[Opening Information supplied section]

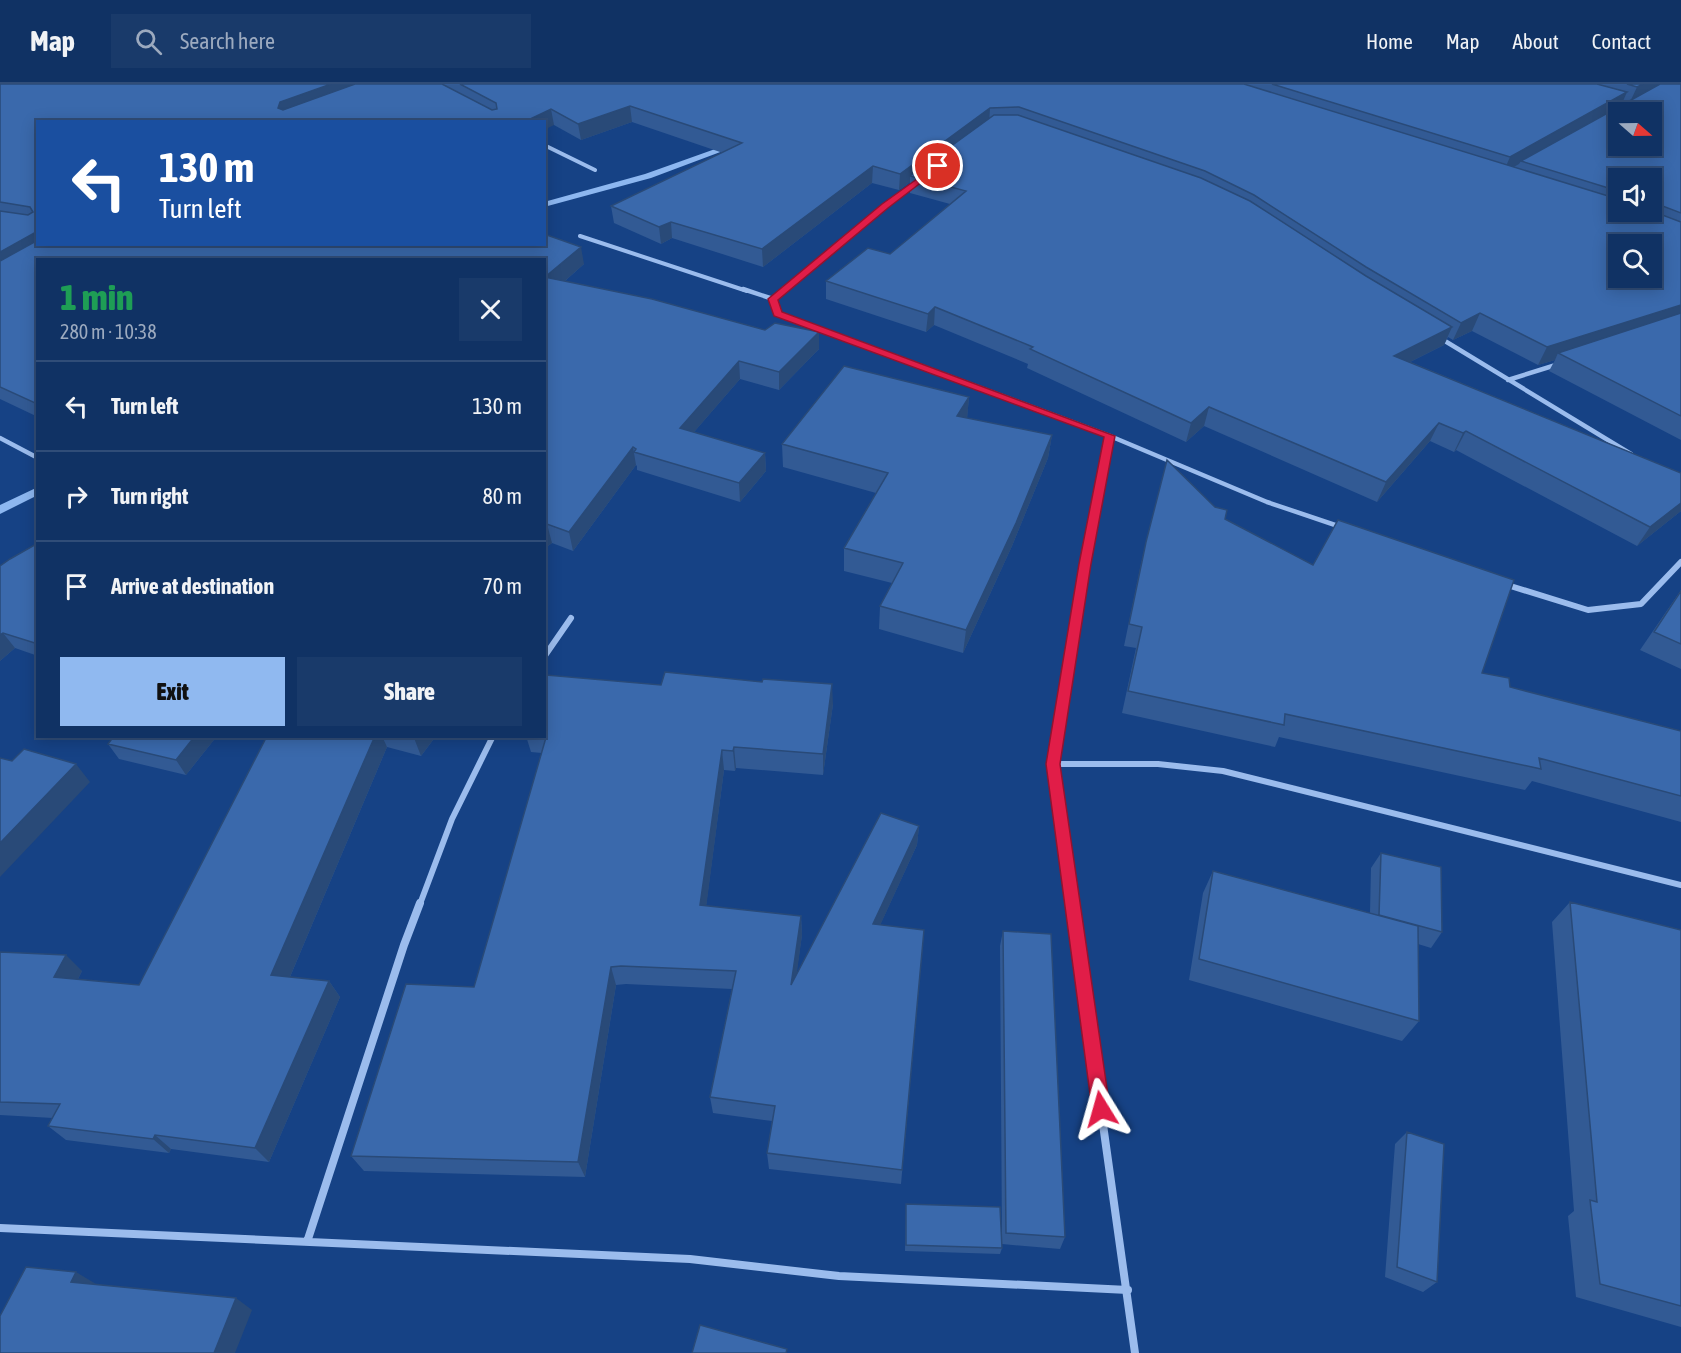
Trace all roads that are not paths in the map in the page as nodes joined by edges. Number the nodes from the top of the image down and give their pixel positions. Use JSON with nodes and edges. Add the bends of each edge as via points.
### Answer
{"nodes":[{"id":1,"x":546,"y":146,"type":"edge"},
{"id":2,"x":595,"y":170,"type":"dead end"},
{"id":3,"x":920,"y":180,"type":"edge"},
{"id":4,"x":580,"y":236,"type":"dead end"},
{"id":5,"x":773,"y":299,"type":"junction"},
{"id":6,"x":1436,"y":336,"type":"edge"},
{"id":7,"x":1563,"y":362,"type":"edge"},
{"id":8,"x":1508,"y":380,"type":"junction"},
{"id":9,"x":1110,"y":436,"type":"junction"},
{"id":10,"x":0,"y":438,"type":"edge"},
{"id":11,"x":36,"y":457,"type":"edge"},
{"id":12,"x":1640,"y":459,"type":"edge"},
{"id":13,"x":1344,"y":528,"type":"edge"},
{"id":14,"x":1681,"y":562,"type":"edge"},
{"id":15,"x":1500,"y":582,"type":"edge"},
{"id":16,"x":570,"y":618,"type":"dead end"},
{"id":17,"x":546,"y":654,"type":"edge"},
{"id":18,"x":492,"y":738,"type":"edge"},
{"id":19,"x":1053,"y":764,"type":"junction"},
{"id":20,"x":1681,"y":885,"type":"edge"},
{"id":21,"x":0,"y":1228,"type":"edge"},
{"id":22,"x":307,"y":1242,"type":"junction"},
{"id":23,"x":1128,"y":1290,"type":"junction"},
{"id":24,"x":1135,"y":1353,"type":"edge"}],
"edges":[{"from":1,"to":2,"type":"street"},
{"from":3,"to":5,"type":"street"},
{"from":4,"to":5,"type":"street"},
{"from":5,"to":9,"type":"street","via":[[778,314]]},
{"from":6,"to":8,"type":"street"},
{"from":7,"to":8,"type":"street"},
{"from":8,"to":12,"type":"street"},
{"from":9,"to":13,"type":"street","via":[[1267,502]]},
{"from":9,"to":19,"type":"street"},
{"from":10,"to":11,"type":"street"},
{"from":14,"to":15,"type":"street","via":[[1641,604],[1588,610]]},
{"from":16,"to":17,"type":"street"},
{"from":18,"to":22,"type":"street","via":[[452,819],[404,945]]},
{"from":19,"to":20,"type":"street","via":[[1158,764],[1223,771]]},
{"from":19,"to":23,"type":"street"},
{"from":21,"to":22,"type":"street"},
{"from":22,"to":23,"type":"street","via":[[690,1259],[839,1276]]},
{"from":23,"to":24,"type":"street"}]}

[Closing Information supplied section]

Aim of the exercise>
Whenever a line in the records contains the word "junction", copy that line.

Answer space>
{"id":5,"x":773,"y":299,"type":"junction"},
{"id":8,"x":1508,"y":380,"type":"junction"},
{"id":9,"x":1110,"y":436,"type":"junction"},
{"id":19,"x":1053,"y":764,"type":"junction"},
{"id":22,"x":307,"y":1242,"type":"junction"},
{"id":23,"x":1128,"y":1290,"type":"junction"},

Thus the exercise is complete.